2022-03-19 00:00:01 | エッセイ、コラム
20220329
ぽかぽか春庭にっぽにあニッポン語教師日誌>2022日本語学校春(1)日本語学校危機一髪

 東京のコロナ感染、第6波は少しは落ち着いたかと思うのですが、専門家の見方では、このまま第7波に突入かも、ということで、日本語学校も正念場です。
 留学生の来日が許可されるかどうかが、2022年度内に倒産するかどうかの瀬戸際です。経営が安定している大手以外は、どの日本語学校も瀕死の状態です。
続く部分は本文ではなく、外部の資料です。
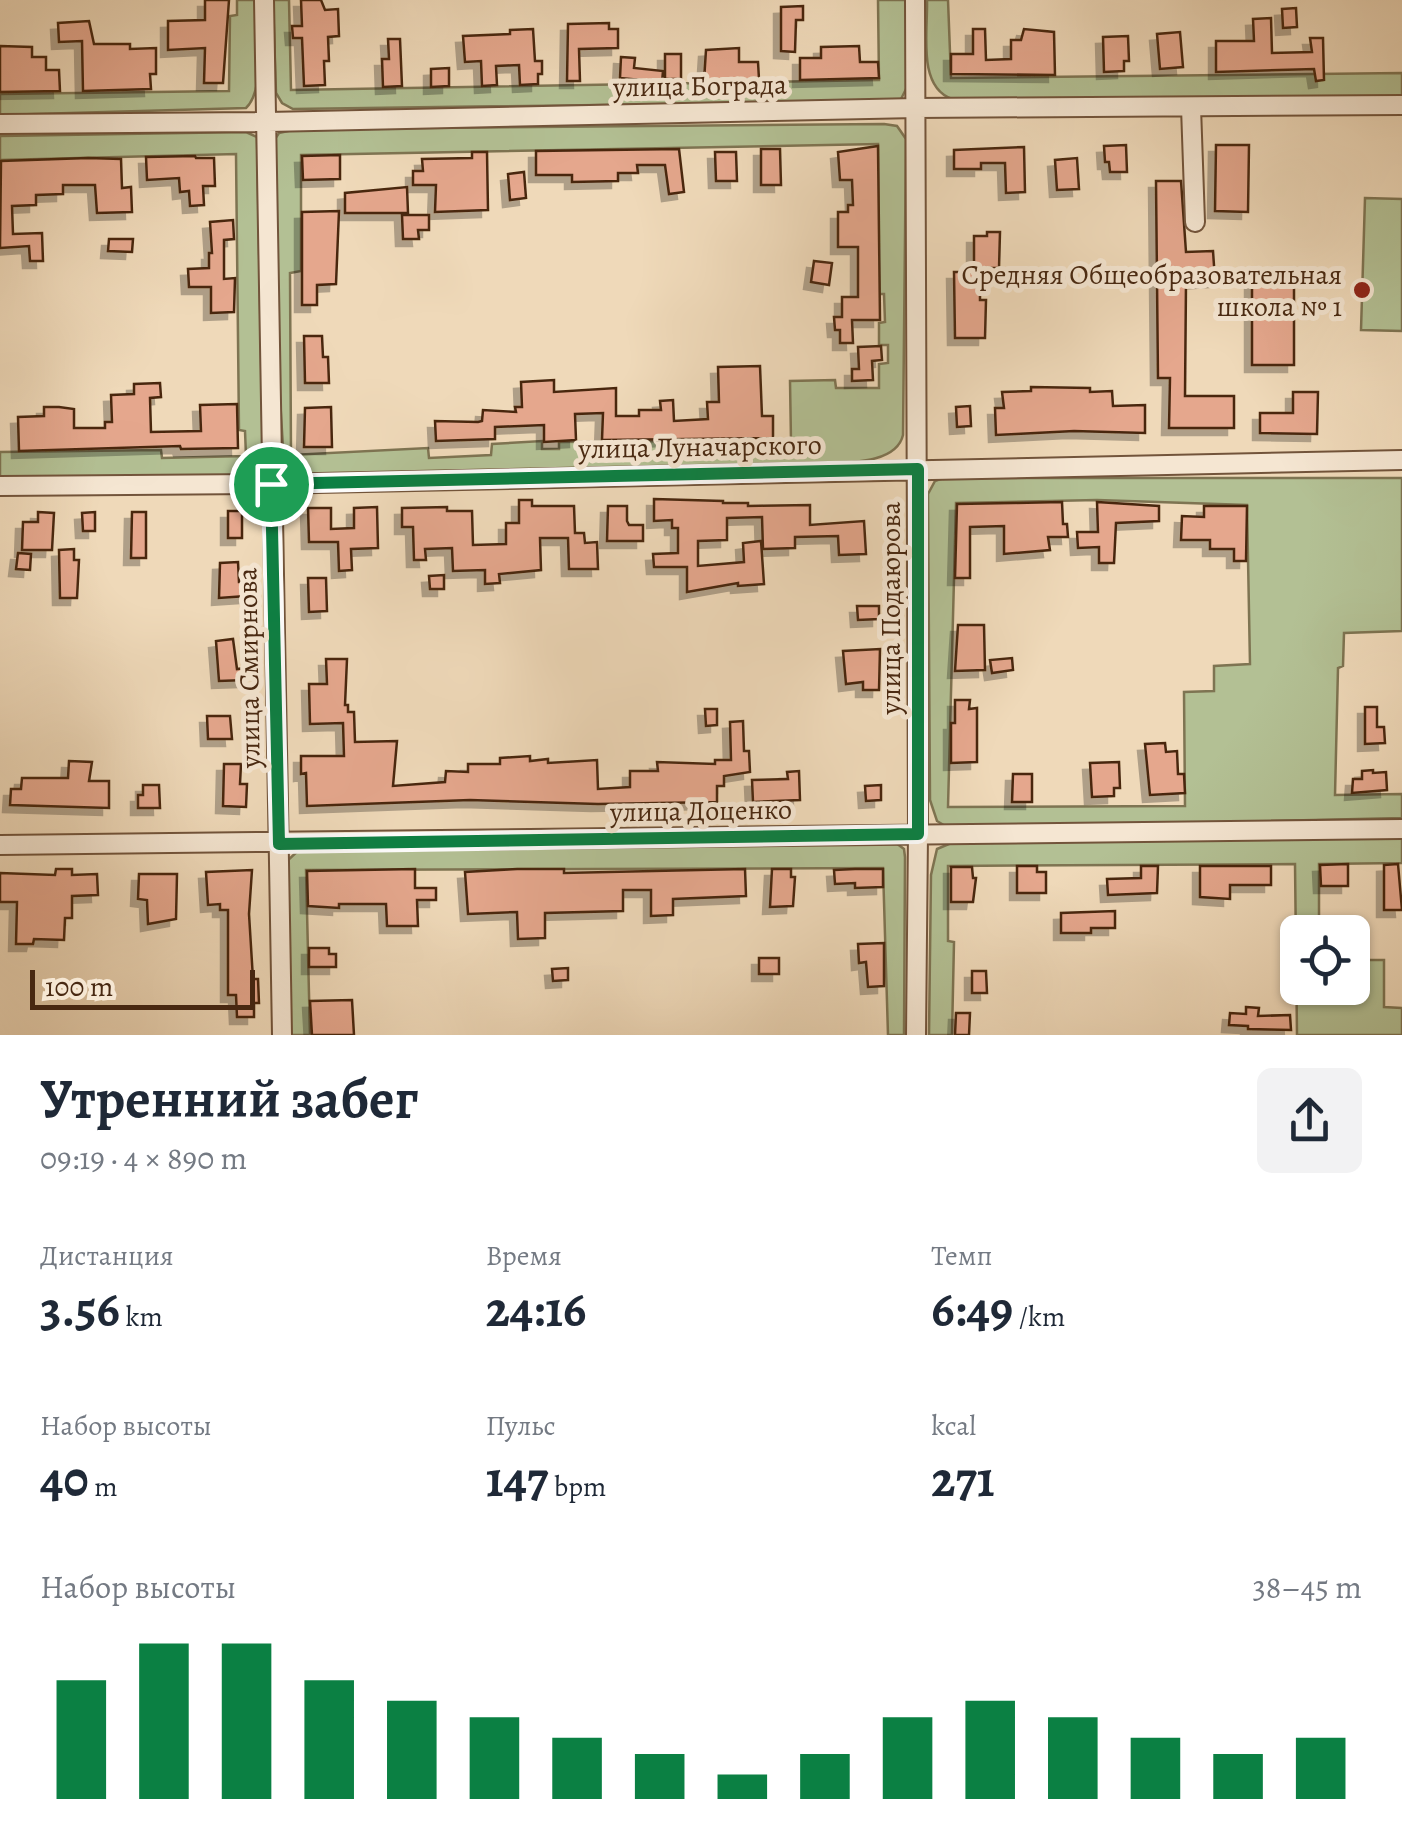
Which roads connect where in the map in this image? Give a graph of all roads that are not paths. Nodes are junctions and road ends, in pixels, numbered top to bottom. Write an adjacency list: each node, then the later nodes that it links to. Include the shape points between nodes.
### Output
1 (264, 0): 6 (street, улица Смирнова)
2 (914, 0): 5 (street, улица Подаюрова)
3 (1402, 104): 4 (street, улица Бограда)
4 (1191, 107): 5 (street, улица Бограда); 8 (street)
5 (916, 108): 6 (street, улица Бограда); 10 (street, улица Подаюрова)
6 (268, 122): 7 (street, улица Бограда); 11 (street, улица Смирнова)
7 (0, 124)
8 (1195, 222)
9 (1402, 460): 10 (street, улица Луначарского)
10 (918, 469): 11 (street, улица Луначарского); 14 (street, улица Подаюрова)
11 (271, 484): 12 (street, улица Луначарского); 15 (street, улица Смирнова)
12 (0, 486)
13 (1402, 829): 14 (street, улица Доценко)
14 (918, 834): 15 (street, улица Доценко); 18 (street, улица Подаюрова)
15 (279, 844): 16 (street, улица Доценко); 17 (street, улица Смирнова)
16 (0, 845)
17 (282, 1035)
18 (916, 1035)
 飲み屋さんも「うちだって瀕死」とおっしゃるでしょう。わかります。でも飲み屋さんは、店でお酒が飲めなくなったお客さんに迷惑をかけることはありません。飲み屋で飲めなくても、お客さんは家で飲むこともできる。
 が、日本語学校は、学校がこまるだけではありません。青雲の志を負い親戚縁者への借金を背負って来日した留学生の運命を抱えているのです。在学生がこの学校で学んでいる間、倒産することなんかできません。学生ビザを失えば不法滞在者になってしまい、強制送還される場合もあるのですから。(倒産する前に、他校への転校手続きをすることになりますが、すんなり受け入れてくれる学校があるかどうかもわかりません)
 なんとか彼らが思い描いた「日本での未来」を開いていけるよう、願っています。

 2021年4月と2021年10月に来日する予定だった学生にオンライン授業を実施していましたが、2月半ばから在学生に対してもオンライン授業となりました。
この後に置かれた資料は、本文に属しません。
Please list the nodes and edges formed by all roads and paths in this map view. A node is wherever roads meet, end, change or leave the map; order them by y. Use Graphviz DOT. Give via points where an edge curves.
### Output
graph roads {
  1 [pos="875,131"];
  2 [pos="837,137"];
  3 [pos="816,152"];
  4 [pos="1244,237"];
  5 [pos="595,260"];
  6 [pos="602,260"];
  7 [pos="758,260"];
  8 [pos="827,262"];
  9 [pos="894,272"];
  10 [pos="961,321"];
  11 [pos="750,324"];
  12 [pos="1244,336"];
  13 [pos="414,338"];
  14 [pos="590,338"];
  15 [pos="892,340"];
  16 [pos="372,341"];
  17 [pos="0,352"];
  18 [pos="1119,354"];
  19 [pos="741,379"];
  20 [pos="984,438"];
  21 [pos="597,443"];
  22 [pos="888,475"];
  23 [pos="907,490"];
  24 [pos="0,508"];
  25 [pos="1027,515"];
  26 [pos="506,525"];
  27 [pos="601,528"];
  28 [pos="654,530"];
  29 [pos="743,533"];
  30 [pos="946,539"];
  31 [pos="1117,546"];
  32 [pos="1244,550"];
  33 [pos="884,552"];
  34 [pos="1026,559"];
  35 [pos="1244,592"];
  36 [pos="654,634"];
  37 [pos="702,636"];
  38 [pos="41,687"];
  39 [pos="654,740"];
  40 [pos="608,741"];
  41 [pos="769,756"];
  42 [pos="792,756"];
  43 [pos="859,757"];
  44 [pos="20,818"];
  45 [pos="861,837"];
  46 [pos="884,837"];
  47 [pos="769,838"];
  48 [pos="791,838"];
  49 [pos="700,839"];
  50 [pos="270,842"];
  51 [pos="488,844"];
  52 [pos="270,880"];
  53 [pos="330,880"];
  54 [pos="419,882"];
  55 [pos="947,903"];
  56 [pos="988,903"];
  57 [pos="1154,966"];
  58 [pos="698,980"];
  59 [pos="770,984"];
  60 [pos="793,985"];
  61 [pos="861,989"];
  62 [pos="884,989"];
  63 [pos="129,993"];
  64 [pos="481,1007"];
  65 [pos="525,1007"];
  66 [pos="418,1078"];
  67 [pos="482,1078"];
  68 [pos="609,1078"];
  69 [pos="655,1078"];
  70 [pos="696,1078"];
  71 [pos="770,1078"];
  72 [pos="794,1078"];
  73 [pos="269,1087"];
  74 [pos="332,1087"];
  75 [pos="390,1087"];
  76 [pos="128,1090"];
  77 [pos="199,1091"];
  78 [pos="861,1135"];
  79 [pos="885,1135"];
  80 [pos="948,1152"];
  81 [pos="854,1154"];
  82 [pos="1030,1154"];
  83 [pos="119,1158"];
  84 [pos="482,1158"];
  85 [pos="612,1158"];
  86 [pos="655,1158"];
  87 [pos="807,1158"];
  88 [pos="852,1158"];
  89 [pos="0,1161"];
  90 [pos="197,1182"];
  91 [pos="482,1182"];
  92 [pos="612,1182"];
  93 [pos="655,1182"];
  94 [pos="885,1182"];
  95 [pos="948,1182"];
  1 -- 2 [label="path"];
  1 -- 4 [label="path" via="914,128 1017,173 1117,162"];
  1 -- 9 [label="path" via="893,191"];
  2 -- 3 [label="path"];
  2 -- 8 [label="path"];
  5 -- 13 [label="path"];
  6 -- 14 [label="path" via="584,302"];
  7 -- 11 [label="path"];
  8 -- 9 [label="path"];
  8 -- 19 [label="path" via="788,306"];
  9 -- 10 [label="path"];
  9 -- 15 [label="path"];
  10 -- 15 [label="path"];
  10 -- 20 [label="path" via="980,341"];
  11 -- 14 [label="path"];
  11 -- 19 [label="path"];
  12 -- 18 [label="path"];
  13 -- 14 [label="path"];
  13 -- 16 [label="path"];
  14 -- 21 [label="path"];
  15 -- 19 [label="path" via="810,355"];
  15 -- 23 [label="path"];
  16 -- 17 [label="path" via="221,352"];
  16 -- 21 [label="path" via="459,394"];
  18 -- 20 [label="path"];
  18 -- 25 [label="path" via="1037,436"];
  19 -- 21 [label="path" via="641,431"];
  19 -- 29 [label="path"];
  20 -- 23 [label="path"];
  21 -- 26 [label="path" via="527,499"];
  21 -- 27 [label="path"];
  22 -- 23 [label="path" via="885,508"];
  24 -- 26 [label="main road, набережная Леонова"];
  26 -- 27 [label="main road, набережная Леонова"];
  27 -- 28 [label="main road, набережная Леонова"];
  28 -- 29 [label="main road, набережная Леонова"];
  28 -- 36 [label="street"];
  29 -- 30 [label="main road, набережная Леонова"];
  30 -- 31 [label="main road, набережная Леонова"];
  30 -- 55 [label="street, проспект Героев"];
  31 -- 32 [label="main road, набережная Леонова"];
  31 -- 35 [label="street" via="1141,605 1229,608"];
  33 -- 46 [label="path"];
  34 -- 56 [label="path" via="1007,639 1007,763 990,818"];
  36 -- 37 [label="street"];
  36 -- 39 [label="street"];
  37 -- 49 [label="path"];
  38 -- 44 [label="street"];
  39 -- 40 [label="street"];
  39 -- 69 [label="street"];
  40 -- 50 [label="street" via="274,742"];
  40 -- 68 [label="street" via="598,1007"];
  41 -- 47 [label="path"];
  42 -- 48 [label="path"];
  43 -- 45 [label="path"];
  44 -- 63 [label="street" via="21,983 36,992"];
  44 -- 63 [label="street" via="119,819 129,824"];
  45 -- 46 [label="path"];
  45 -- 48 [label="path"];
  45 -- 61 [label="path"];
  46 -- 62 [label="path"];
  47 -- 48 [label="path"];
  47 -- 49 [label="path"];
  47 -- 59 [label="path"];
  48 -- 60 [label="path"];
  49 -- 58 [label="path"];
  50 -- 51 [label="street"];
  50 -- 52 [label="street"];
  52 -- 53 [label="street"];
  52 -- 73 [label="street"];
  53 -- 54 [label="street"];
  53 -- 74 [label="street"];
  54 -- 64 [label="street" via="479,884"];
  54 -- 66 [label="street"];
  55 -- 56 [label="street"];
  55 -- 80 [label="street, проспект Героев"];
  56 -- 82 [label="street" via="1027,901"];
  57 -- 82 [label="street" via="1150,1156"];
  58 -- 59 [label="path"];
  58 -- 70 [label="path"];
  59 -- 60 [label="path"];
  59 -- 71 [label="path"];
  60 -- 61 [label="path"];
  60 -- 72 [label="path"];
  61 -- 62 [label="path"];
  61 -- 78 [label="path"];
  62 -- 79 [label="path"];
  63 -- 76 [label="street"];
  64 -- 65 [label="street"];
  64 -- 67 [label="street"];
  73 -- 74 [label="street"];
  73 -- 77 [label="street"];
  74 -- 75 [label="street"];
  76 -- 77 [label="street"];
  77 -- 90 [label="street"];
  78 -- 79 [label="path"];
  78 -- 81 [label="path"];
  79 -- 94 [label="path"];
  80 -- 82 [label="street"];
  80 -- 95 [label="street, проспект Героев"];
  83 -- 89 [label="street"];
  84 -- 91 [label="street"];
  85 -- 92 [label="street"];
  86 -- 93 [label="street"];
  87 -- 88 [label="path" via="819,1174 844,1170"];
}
 オンライン授業、苦手です。自宅のWifiの受信が弱く、ちょっとWifiの接続が不安定になると、もうパニくってしまいます。アナログ教師にできる手立ては「再起動」のみ。
 本文を読み、文型を復習し、学生が作った短文の誤用部分を指摘して、どうして誤りなのか、解説する。「~を挑戦する、じゃなくて、~に挑戦する、だよ」など。
 その間に学生の声が途切れたり「センセーの声が聞こえません」なんて言われるとあわてふためく。学生からは「センセー、落ち着いて。たぶん、先生がミュートのボタンを間違って押してしまったんですよ」と教えてもらったりします。ふぅ。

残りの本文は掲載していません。